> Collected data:

****************************************

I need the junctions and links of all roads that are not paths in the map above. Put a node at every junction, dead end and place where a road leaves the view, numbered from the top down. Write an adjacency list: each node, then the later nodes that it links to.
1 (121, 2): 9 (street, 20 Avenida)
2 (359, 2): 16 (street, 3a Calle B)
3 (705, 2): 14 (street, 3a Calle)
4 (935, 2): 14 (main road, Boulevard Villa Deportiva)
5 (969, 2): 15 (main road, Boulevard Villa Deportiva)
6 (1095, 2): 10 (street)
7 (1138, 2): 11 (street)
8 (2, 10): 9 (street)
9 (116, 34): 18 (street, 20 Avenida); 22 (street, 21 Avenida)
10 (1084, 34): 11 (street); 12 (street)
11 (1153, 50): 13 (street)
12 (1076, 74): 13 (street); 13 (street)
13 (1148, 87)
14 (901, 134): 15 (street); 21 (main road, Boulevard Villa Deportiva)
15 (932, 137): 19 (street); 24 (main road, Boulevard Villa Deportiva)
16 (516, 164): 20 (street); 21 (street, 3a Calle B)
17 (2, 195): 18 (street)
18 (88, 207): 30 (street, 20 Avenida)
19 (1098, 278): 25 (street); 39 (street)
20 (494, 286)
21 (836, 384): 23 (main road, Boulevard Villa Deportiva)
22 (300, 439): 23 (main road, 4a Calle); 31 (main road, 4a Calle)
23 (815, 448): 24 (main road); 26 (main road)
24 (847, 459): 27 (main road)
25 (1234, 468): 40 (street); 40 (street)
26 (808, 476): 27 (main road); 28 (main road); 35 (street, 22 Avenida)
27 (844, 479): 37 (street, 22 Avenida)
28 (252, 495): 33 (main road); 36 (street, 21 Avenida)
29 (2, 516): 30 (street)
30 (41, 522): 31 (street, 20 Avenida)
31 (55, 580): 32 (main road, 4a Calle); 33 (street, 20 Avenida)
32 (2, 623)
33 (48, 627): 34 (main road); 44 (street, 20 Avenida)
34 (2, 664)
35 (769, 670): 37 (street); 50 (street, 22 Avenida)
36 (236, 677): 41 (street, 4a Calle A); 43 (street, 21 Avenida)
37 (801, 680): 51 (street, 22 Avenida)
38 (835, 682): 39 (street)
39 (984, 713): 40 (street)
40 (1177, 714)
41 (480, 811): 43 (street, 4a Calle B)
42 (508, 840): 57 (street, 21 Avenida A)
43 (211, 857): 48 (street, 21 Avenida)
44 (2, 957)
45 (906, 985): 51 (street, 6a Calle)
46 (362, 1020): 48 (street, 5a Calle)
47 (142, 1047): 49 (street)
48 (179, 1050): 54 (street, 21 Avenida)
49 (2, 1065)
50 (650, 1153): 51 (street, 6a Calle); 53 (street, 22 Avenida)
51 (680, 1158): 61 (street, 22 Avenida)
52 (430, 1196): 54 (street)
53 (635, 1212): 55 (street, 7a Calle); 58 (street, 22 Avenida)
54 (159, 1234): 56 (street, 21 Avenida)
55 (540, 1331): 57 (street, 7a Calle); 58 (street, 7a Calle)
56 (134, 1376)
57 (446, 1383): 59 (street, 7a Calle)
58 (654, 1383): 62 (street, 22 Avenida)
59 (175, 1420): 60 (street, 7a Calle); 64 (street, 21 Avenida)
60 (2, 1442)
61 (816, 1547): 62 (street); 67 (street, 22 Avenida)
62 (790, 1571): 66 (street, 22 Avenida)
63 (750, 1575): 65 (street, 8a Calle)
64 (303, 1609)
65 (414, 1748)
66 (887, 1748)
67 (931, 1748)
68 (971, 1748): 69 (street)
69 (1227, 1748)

****************************************

> Exercise instructions: Repeat all of the entries exactly.

> Answer to this exercise:
I need the junctions and links of all roads that are not paths in the map above. Put a node at every junction, dead end and place where a road leaves the view, numbered from the top down. Write an adjacency list: each node, then the later nodes that it links to.
1 (121, 2): 9 (street, 20 Avenida)
2 (359, 2): 16 (street, 3a Calle B)
3 (705, 2): 14 (street, 3a Calle)
4 (935, 2): 14 (main road, Boulevard Villa Deportiva)
5 (969, 2): 15 (main road, Boulevard Villa Deportiva)
6 (1095, 2): 10 (street)
7 (1138, 2): 11 (street)
8 (2, 10): 9 (street)
9 (116, 34): 18 (street, 20 Avenida); 22 (street, 21 Avenida)
10 (1084, 34): 11 (street); 12 (street)
11 (1153, 50): 13 (street)
12 (1076, 74): 13 (street); 13 (street)
13 (1148, 87)
14 (901, 134): 15 (street); 21 (main road, Boulevard Villa Deportiva)
15 (932, 137): 19 (street); 24 (main road, Boulevard Villa Deportiva)
16 (516, 164): 20 (street); 21 (street, 3a Calle B)
17 (2, 195): 18 (street)
18 (88, 207): 30 (street, 20 Avenida)
19 (1098, 278): 25 (street); 39 (street)
20 (494, 286)
21 (836, 384): 23 (main road, Boulevard Villa Deportiva)
22 (300, 439): 23 (main road, 4a Calle); 31 (main road, 4a Calle)
23 (815, 448): 24 (main road); 26 (main road)
24 (847, 459): 27 (main road)
25 (1234, 468): 40 (street); 40 (street)
26 (808, 476): 27 (main road); 28 (main road); 35 (street, 22 Avenida)
27 (844, 479): 37 (street, 22 Avenida)
28 (252, 495): 33 (main road); 36 (street, 21 Avenida)
29 (2, 516): 30 (street)
30 (41, 522): 31 (street, 20 Avenida)
31 (55, 580): 32 (main road, 4a Calle); 33 (street, 20 Avenida)
32 (2, 623)
33 (48, 627): 34 (main road); 44 (street, 20 Avenida)
34 (2, 664)
35 (769, 670): 37 (street); 50 (street, 22 Avenida)
36 (236, 677): 41 (street, 4a Calle A); 43 (street, 21 Avenida)
37 (801, 680): 51 (street, 22 Avenida)
38 (835, 682): 39 (street)
39 (984, 713): 40 (street)
40 (1177, 714)
41 (480, 811): 43 (street, 4a Calle B)
42 (508, 840): 57 (street, 21 Avenida A)
43 (211, 857): 48 (street, 21 Avenida)
44 (2, 957)
45 (906, 985): 51 (street, 6a Calle)
46 (362, 1020): 48 (street, 5a Calle)
47 (142, 1047): 49 (street)
48 (179, 1050): 54 (street, 21 Avenida)
49 (2, 1065)
50 (650, 1153): 51 (street, 6a Calle); 53 (street, 22 Avenida)
51 (680, 1158): 61 (street, 22 Avenida)
52 (430, 1196): 54 (street)
53 (635, 1212): 55 (street, 7a Calle); 58 (street, 22 Avenida)
54 (159, 1234): 56 (street, 21 Avenida)
55 (540, 1331): 57 (street, 7a Calle); 58 (street, 7a Calle)
56 (134, 1376)
57 (446, 1383): 59 (street, 7a Calle)
58 (654, 1383): 62 (street, 22 Avenida)
59 (175, 1420): 60 (street, 7a Calle); 64 (street, 21 Avenida)
60 (2, 1442)
61 (816, 1547): 62 (street); 67 (street, 22 Avenida)
62 (790, 1571): 66 (street, 22 Avenida)
63 (750, 1575): 65 (street, 8a Calle)
64 (303, 1609)
65 (414, 1748)
66 (887, 1748)
67 (931, 1748)
68 (971, 1748): 69 (street)
69 (1227, 1748)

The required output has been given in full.